>>>

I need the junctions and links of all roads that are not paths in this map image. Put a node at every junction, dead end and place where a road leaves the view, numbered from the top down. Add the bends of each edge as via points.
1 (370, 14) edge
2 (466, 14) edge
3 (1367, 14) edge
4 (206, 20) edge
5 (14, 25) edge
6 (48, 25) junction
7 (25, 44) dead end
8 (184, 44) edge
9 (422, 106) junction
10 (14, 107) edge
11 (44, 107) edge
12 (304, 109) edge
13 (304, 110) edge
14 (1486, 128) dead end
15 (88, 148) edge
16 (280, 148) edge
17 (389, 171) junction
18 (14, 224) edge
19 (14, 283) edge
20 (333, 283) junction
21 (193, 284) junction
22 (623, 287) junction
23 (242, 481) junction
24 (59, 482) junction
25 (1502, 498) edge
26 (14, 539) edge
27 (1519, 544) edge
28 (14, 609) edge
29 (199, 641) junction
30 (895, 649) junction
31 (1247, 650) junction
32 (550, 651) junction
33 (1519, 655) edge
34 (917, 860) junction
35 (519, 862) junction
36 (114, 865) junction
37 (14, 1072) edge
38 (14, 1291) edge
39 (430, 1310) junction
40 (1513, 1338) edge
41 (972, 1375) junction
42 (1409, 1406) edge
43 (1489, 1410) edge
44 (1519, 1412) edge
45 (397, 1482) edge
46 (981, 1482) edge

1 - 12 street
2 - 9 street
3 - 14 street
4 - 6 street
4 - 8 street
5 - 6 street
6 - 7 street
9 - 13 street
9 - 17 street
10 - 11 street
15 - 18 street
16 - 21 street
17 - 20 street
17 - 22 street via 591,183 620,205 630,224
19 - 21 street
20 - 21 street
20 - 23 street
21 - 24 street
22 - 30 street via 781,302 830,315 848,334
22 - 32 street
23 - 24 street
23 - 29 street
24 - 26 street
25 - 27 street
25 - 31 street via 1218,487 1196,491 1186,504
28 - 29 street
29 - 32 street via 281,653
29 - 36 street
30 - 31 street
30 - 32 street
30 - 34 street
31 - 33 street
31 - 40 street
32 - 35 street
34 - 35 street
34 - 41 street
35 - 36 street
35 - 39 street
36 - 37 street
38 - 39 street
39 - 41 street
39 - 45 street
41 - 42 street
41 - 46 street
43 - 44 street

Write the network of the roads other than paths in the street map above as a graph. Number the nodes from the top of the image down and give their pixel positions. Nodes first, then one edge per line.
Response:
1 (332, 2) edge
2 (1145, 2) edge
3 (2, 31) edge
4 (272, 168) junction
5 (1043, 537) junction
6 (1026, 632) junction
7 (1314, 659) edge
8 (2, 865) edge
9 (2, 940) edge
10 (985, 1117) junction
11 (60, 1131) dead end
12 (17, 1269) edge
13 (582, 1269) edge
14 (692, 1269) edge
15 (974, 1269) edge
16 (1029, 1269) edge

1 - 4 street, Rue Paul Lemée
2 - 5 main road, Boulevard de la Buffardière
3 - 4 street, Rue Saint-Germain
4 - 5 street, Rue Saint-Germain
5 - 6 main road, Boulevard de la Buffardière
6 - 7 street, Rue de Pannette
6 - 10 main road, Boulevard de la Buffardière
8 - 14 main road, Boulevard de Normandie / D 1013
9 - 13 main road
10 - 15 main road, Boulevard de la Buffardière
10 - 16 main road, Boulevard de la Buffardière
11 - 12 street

<<<

§ **TASK DETAILS**:
Reproduce every line of the listing above in which the string "Boulevard" appears.

§ **RESULT OF THIS TASK**:
2 - 5 main road, Boulevard de la Buffardière
5 - 6 main road, Boulevard de la Buffardière
6 - 10 main road, Boulevard de la Buffardière
8 - 14 main road, Boulevard de Normandie / D 1013
10 - 15 main road, Boulevard de la Buffardière
10 - 16 main road, Boulevard de la Buffardière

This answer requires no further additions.